Update Real Estate & Public 04/2020

April 2020

Hintergrund

In der Vergangenheit haben Kommunen in großem Stil Wohnungsbestände veräußert. Dabei kam ein vielfältiges Instrumentarium zum Schutz der Mieter zum Einsatz. Das gesetzliche Vorkaufsrecht der Mieter bei Wohnungsaufteilungen wurde z. B. durch Vor- und Rückkaufsrechte des Verkäufers, durch Anbietungspflichten oder durch Kündigungsverbote ergänzt. Das KG Berlin hatte im Urteil vom 18.04.2019 – 18 U 15/19 – zu entscheiden, wie die Verpflichtung des Käufers, die Wohnungen bei Weiterverkauf „vorzugsweise den Mietern zum Kauf anzubieten“, zu verstehen ist und ob sie vom ursprünglichen Verkäufer durchgesetzt werden kann. Dieser Fall öffnet über die konkrete Konstellation hinaus den Blick auf die generelle Problematik von Vorkaufsrechten und Andienungspflichten.

Die Entscheidung 

Nach dem Kaufvertrag hatten die Mieter direkt gegen den Käufer einen Anspruch auf Einhaltung der zu ihrem Schutz vereinbarten Regelungen (sog. Vertrag zugunsten Dritter). Daneben ist kraft Gesetzes auch der Verkäufer berechtigt, von dem Käufer die Beachtung der Ansprüche der Mieter zu verlangen. Davon machte der Verkäufer Gebrauch. Er wollte die Regelung, dass der Käufer die Wohnungen den Mietern zum Kauf anzubieten habe, als Vorkaufsrecht der Mieter verstanden wissen. Das KG sah die Klausel nach dem Wortlaut, den Interessen der Parteien und dem Gesamtzusammenhang lediglich als Anbietungsverpflichtung an. Der Käufer müsse die Wohnung einem Mieter zwar anbieten, sie aber nur dann an ihn verkaufen, wenn dieser zu wenigstens den gleichen Konditionen wie ein Dritter erwerben wollte. Während sich bei einem Vorkauf die Konditionen aus dem abgeschlossenen Vertrag ergeben, in den der Berechtigte eintritt, besteht für die Andienung nur die Vorgabe, dass die Konditionen billigem Ermessen entsprechen müssten. Das KG bejahte dies für den konkreten Fall. Es bestätigte außerdem, dass ein Verstoß gegen die Anbietungspflicht auch durch ein Angebot, das erst nach dem Abschluss des Vertrages über den Weiterverkauf erfolgte, geheilt werden kann.

Praxistipp 

Vorkaufsrechten und Andienungspflichten wird in der Praxis oftmals nicht die erforderliche Aufmerksamkeit und Sorgfalt gewidmet.
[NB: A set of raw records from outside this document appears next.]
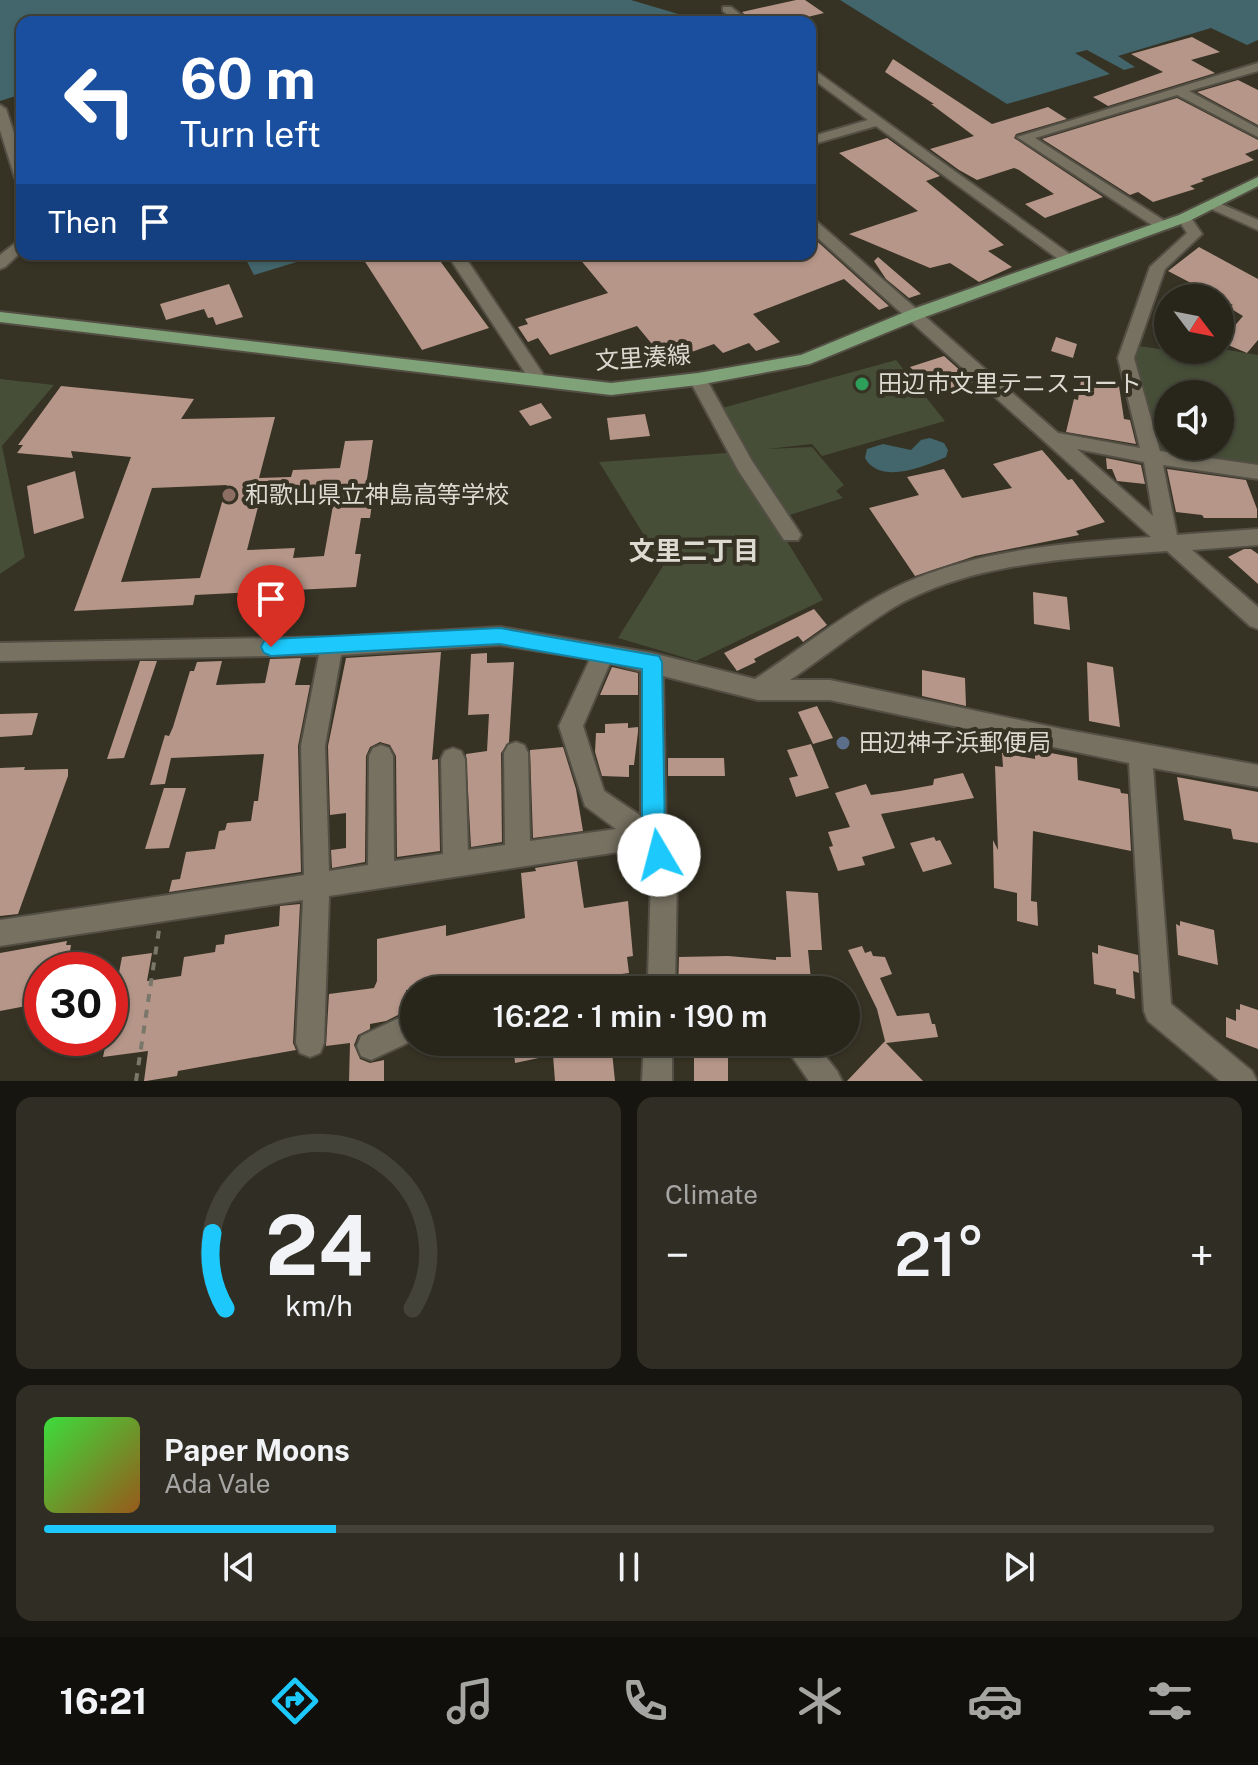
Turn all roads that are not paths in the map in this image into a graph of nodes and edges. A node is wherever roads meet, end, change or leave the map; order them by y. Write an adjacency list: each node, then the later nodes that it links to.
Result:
1 (727, 9): 2 (street)
2 (736, 16)
3 (1258, 67): 5 (street)
4 (816, 75): 7 (street)
5 (1179, 91): 8 (street); 14 (street)
6 (0, 109): 10 (street)
7 (878, 121): 9 (street); 18 (street)
8 (1258, 133)
9 (816, 139)
10 (16, 159)
11 (1258, 181): 12 (main road, 文里湊線)
12 (1214, 205): 13 (main road, 文里湊線); 15 (street)
13 (1184, 218): 14 (main road, 文里湊線); 26 (street)
14 (1163, 226): 18 (main road, 文里湊線)
15 (1258, 226)
16 (816, 228): 21 (street)
17 (16, 248): 20 (street)
18 (1066, 258): 21 (main road, 文里湊線)
19 (459, 260): 24 (street)
20 (0, 264)
21 (916, 314): 23 (main road, 文里湊線); 25 (street)
22 (0, 317): 24 (main road, 文里湊線)
23 (698, 379): 24 (main road, 文里湊線); 28 (street)
24 (539, 381)
25 (1052, 437): 26 (street); 30 (street)
26 (1152, 457): 27 (street); 30 (street)
27 (1258, 472)
28 (791, 535)
29 (1258, 537): 30 (street)
30 (1168, 542): 31 (street); 36 (street)
31 (1258, 620)
32 (332, 646): 33 (street); 34 (street); 46 (street)
33 (0, 652)
34 (604, 652): 35 (street); 42 (street)
35 (652, 662): 36 (street); 42 (street)
36 (758, 690): 38 (street)
37 (516, 753): 43 (street)
38 (1140, 754): 41 (street); 56 (street)
39 (381, 756): 45 (street)
40 (453, 759): 44 (street)
41 (1258, 776)
42 (654, 835): 43 (street); 48 (street)
43 (518, 856): 44 (street)
44 (456, 866): 45 (street)
45 (381, 876): 46 (street)
46 (317, 885): 47 (street); 50 (street)
47 (0, 933)
48 (661, 976)
49 (400, 1032): 51 (street)
50 (310, 1043)
51 (371, 1046)
52 (658, 1056): 54 (street)
53 (807, 1056): 55 (street)
54 (657, 1081)
55 (827, 1081)
56 (1242, 1081)

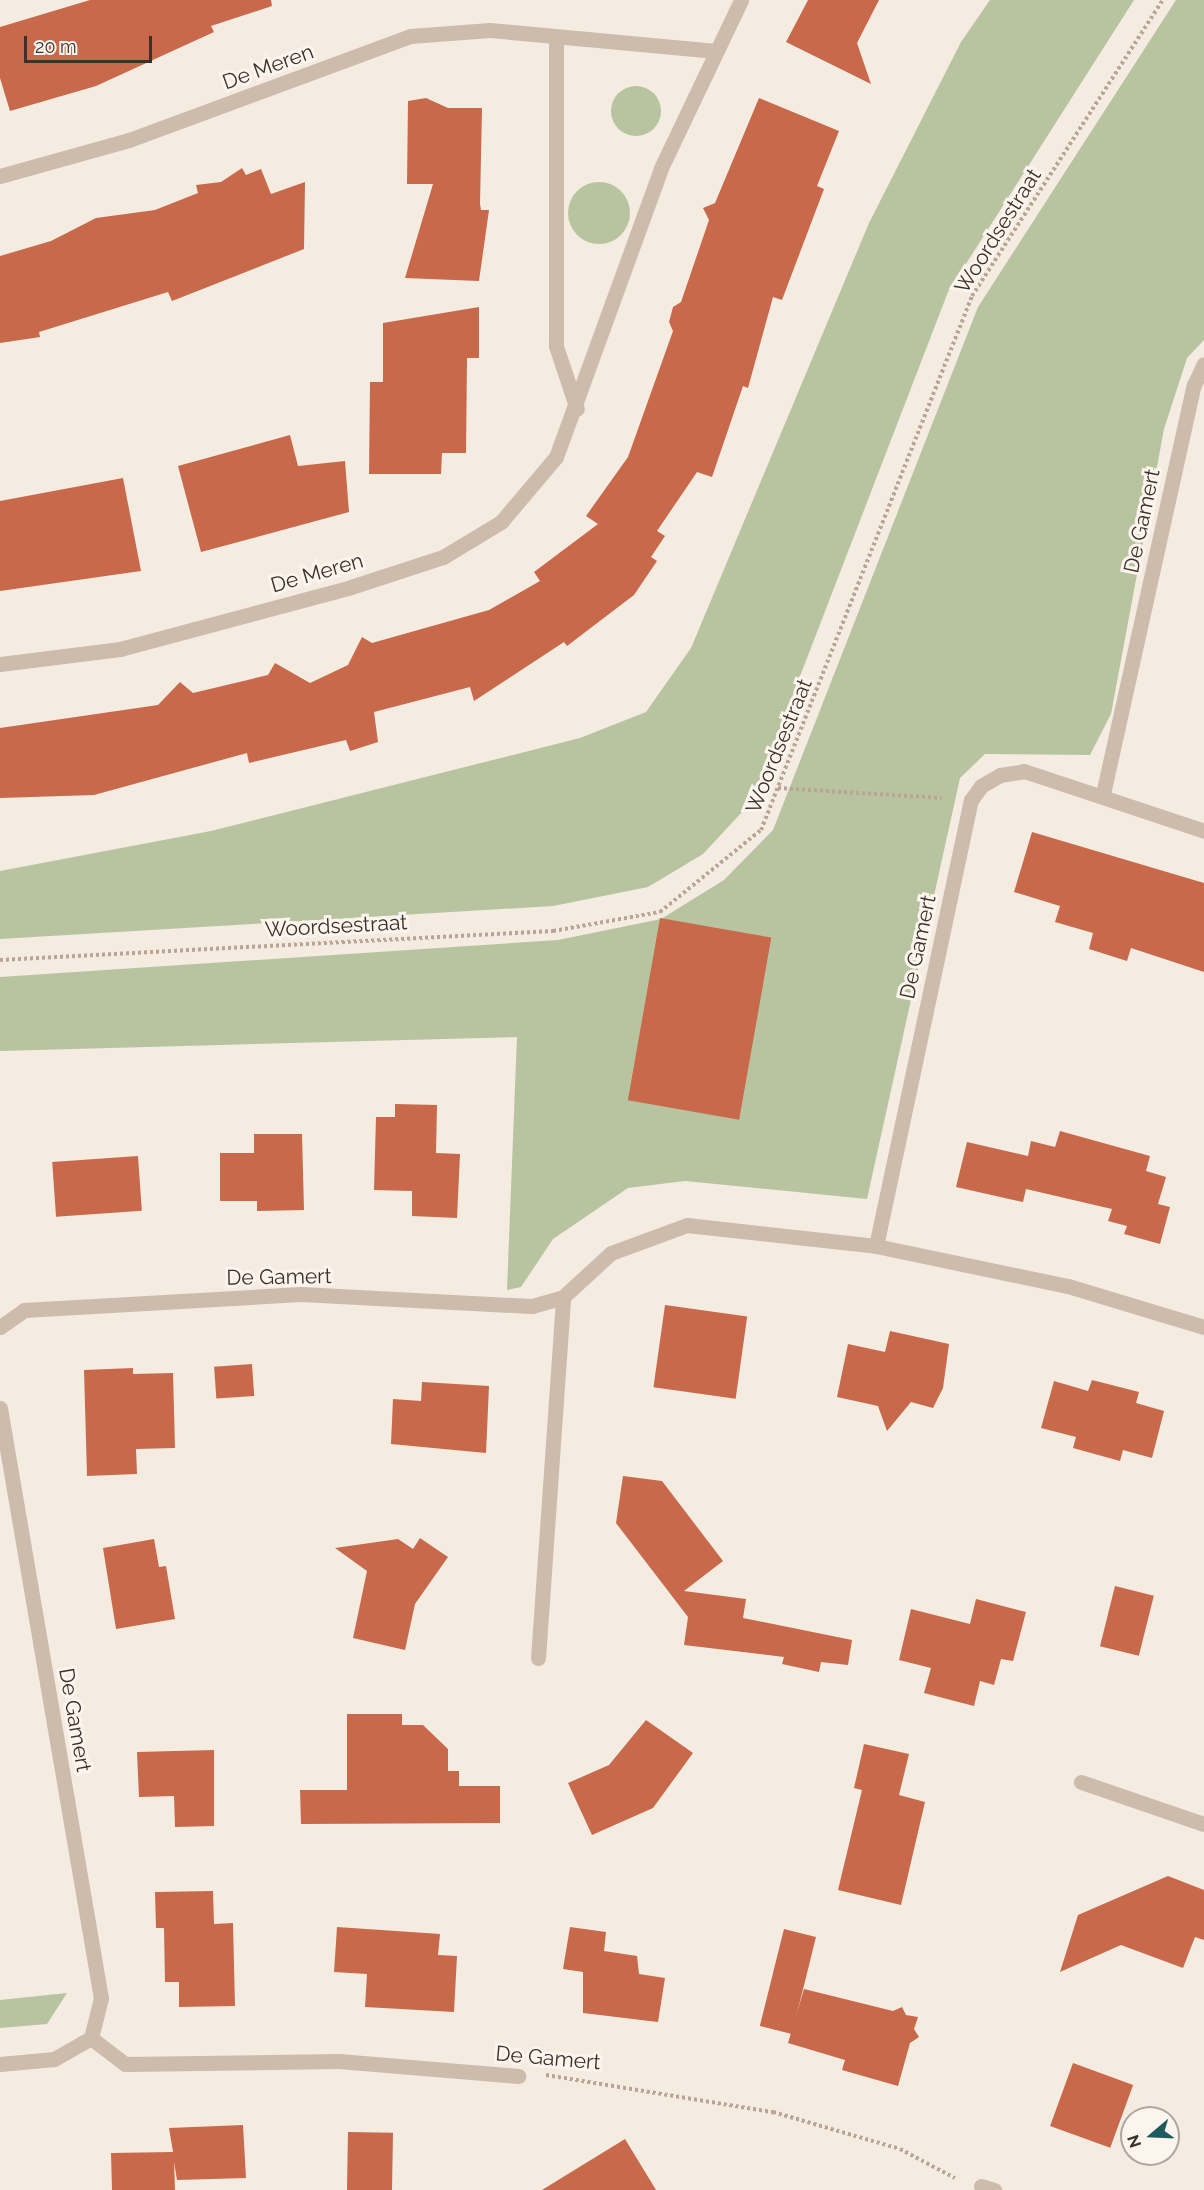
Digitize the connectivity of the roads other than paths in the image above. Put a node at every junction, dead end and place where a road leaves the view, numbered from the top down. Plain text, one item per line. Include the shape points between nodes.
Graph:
1 (741, 0) edge
2 (556, 37) junction
3 (716, 51) junction
4 (0, 176) edge
5 (1204, 364) edge
6 (577, 409) junction
7 (0, 664) edge
8 (1103, 794) junction
9 (1204, 831) edge
10 (876, 1246) junction
11 (562, 1297) junction
12 (0, 1327) edge
13 (1204, 1328) edge
14 (0, 1408) edge
15 (538, 1658) dead end
16 (1081, 1782) dead end
17 (1204, 1824) edge
18 (91, 2038) junction
19 (0, 2064) edge
20 (518, 2076) road end

1 - 3 street, De Meren
2 - 3 street, De Meren
2 - 4 street, De Meren via 490,30 410,36 129,140
2 - 6 street via 556,346
3 - 6 street, De Meren via 661,168
5 - 8 street, De Gamert via 1194,385
6 - 7 street, De Meren via 556,457 501,522 443,557 120,649
8 - 9 street
8 - 10 street, De Gamert via 1024,771 1000,775 971,800
10 - 11 street, De Gamert via 687,1225 611,1253
10 - 13 street, De Gamert via 1068,1286
11 - 12 street, De Gamert via 532,1306 301,1294 24,1310
11 - 15 street
14 - 18 street, De Gamert via 101,1998
16 - 17 street
18 - 19 street via 54,2059
18 - 20 street, De Gamert via 125,2064 339,2061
Sie werden von Eigentümern allzu oft als ungefährliches Zugeständnis an Käufer oder Mieter angesehen und bereitwillig eingeräumt, erweisen sich dann aber als ärgerliches Transaktionshindernis und als Quelle für Streitigkeiten. Die Entscheidung veranschaulicht, in welches Labyrinth an rechtlichen Fragestellungen die Parteien geraten können. Wo immer Vorkaufsrechte und Anbietungspflichten vermieden werden können, sollte dies geschehen. Im Grundstücksverkehr zwischen institutionellen Investoren findet sich für vorkaufsrechtsbelastete Grundstücke in der Regel kein Interessent, der die Kosten für eine Ankaufsprüfung und einen Vertragsabschluss aufwendet, es sei denn, der Verkäufer erstattet ihm diese im Falle der Ausübung des Vorkaufsrechts. Bei Ankaufsrechten und Andienungspflichten wird meistens nicht präzise geregelt, wann, unter welchen Voraussetzungen, zu welchem Preis und zu welchen Konditionen ein Ankauf erfolgen darf. Das führt zu Auslegungsschwierigkeiten und damit zu Streitigkeiten über das Verfahren und den Vertragsinhalt. Deshalb: Hände weg von solchen Klauseln! Wenn das nicht durchsetzbar ist, ist eine detaillierte Regelung unverzichtbar.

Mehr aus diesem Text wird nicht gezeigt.